_GOAL OF THE EXERCISE_. Which of the lines in the data mention the string "that"? List them all.

== DATA FOR ANALYSIS ==

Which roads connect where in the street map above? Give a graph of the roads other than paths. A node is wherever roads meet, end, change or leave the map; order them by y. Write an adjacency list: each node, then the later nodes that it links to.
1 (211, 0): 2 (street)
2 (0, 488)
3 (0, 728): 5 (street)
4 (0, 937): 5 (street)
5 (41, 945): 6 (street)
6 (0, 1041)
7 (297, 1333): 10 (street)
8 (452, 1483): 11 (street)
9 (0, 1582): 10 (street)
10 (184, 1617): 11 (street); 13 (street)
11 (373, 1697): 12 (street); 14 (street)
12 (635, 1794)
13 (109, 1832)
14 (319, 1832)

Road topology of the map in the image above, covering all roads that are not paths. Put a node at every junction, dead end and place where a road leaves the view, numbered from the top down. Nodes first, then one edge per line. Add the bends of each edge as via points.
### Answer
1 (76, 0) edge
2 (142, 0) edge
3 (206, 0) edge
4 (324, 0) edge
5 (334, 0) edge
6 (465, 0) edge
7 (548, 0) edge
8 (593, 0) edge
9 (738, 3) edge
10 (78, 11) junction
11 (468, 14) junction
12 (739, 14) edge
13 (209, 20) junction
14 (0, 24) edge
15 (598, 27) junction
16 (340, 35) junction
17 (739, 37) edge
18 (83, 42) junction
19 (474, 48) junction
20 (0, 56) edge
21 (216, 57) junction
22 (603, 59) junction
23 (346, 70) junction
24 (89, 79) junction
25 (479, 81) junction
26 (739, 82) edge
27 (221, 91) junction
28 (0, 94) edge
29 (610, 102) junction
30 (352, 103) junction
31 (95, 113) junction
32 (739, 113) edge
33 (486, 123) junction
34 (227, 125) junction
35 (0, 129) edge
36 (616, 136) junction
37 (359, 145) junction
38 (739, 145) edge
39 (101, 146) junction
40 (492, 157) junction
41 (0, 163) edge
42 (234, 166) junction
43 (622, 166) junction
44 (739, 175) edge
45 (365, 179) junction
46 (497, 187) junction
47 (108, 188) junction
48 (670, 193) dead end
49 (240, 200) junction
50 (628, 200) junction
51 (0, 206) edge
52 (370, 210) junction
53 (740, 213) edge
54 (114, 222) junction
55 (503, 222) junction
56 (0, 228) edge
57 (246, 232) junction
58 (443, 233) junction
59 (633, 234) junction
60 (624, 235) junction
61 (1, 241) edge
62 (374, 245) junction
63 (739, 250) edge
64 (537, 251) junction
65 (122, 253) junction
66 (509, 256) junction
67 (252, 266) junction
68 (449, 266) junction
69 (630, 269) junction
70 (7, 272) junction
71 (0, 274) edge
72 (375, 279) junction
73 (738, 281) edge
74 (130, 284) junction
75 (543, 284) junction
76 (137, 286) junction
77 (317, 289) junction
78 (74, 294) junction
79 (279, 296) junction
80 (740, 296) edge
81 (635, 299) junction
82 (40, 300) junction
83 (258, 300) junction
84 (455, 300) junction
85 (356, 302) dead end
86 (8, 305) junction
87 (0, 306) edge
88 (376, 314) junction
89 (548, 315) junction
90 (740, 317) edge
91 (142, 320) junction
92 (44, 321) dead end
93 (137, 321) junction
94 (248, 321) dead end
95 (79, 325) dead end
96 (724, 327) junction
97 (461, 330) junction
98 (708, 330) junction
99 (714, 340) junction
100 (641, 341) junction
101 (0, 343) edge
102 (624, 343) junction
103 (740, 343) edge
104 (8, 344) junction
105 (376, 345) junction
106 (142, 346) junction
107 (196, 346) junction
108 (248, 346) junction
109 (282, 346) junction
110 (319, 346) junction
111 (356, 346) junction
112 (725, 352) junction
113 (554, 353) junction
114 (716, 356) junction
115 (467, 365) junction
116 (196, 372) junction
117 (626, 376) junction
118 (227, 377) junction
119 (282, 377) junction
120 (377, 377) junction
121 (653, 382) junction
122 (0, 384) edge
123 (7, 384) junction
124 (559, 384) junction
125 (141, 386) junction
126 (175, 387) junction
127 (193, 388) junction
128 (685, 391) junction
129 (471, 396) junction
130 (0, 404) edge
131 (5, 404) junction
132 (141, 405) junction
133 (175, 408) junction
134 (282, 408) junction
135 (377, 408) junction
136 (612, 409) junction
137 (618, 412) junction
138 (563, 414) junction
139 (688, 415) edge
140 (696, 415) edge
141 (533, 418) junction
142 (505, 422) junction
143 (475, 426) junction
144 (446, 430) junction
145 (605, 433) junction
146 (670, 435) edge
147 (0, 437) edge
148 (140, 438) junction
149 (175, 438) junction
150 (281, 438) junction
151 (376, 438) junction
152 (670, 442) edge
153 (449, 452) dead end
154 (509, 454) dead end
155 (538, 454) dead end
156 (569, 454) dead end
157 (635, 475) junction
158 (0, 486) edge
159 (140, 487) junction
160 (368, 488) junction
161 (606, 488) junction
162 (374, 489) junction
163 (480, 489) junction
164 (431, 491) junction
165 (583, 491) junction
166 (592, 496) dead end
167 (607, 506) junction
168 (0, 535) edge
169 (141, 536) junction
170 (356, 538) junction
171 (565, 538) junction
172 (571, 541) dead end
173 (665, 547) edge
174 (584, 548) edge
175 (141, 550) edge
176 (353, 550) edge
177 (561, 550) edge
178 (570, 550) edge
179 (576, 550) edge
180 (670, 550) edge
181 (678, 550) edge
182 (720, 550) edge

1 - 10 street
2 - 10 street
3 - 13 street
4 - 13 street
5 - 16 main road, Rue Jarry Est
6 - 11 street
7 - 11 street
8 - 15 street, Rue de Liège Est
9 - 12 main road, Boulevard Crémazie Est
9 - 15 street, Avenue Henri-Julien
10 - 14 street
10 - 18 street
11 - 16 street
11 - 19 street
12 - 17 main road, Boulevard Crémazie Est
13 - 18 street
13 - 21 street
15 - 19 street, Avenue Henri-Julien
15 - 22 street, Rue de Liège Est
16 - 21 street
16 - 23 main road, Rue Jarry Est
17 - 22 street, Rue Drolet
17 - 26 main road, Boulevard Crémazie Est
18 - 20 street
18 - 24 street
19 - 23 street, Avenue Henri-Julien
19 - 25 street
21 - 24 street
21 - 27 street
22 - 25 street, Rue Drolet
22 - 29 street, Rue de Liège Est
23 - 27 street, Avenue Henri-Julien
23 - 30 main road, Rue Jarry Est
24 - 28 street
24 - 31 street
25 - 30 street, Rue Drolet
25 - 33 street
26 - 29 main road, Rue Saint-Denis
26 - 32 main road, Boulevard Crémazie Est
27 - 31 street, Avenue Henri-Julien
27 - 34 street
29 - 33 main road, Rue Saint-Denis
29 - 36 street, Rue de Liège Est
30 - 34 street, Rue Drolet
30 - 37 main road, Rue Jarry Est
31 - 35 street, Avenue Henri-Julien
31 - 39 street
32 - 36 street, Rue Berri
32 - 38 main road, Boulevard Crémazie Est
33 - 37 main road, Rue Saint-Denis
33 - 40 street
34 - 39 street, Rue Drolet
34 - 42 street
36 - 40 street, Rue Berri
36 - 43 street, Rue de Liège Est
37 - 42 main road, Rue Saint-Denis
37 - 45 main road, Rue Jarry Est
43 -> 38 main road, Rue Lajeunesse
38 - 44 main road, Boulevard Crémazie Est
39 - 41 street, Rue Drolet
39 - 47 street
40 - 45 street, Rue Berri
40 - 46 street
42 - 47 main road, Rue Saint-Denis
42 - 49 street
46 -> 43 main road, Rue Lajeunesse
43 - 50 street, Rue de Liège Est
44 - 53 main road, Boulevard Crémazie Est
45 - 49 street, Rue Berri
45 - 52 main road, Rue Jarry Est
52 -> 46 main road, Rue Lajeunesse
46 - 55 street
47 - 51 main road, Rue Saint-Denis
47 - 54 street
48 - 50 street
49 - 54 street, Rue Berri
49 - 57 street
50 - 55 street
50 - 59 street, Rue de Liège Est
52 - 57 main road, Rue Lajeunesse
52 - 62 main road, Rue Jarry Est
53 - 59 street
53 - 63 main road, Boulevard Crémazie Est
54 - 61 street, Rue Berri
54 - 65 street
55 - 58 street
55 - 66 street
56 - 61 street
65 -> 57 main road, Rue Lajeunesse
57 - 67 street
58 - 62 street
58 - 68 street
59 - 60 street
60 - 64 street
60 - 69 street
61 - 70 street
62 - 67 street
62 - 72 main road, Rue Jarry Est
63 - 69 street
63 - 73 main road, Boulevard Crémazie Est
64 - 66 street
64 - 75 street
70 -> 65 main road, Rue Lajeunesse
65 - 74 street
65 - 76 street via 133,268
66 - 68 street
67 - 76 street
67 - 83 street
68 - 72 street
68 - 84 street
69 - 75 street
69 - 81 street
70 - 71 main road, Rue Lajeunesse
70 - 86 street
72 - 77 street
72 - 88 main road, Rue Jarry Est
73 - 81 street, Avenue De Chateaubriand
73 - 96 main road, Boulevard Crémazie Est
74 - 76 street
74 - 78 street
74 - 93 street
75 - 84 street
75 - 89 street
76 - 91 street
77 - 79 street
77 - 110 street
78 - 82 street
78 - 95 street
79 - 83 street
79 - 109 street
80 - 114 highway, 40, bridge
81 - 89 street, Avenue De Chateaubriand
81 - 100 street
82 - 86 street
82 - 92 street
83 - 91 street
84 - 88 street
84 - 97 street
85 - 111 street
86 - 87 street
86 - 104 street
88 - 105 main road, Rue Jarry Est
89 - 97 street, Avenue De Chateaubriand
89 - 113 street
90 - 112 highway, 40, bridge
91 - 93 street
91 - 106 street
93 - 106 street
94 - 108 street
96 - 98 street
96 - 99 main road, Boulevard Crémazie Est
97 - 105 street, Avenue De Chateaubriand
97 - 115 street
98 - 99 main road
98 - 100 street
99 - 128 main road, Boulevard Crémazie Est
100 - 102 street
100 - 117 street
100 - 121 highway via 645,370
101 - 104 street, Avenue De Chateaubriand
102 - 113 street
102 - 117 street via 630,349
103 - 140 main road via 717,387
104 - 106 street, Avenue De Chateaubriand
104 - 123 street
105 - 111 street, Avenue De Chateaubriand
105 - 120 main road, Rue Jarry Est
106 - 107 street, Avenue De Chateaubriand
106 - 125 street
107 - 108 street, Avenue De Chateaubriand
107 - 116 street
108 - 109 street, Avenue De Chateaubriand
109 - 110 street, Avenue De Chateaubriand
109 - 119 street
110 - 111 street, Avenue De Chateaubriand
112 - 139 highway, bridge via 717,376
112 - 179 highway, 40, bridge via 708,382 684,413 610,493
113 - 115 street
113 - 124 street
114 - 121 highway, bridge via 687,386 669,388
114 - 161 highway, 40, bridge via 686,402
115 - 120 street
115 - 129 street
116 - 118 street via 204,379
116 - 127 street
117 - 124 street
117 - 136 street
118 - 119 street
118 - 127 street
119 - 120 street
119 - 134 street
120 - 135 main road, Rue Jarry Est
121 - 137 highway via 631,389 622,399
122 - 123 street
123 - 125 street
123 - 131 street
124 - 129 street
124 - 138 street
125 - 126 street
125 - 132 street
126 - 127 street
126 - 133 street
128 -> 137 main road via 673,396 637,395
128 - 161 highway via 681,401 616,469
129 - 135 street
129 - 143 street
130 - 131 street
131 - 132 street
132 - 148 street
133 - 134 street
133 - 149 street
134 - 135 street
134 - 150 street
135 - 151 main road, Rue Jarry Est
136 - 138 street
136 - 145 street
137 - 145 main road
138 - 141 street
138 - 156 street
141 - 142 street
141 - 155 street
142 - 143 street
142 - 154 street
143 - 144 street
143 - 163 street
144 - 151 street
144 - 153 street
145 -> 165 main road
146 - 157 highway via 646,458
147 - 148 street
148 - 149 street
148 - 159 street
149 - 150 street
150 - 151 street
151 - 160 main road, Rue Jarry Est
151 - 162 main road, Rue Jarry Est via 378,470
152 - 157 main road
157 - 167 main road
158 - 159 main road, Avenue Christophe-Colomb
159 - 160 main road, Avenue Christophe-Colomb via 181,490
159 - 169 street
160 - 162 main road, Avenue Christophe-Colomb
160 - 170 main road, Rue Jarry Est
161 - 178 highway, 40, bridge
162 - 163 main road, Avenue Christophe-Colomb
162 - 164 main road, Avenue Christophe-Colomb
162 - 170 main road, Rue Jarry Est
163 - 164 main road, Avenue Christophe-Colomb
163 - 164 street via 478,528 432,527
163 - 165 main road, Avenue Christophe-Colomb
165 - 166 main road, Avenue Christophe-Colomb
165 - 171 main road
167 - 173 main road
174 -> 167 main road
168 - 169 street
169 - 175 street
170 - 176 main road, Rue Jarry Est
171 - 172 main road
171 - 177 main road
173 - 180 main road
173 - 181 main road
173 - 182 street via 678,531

===

_EXPECTED ANSWER_.
Which roads connect where in the street map above? Give a graph of the roads other than paths. A node is wherever roads meet, end, change or leave the map; order them by y. Write an adjacency list: each node, then the later nodes that it links to.
Road topology of the map in the image above, covering all roads that are not paths. Put a node at every junction, dead end and place where a road leaves the view, numbered from the top down. Nodes first, then one edge per line. Add the bends of each edge as via points.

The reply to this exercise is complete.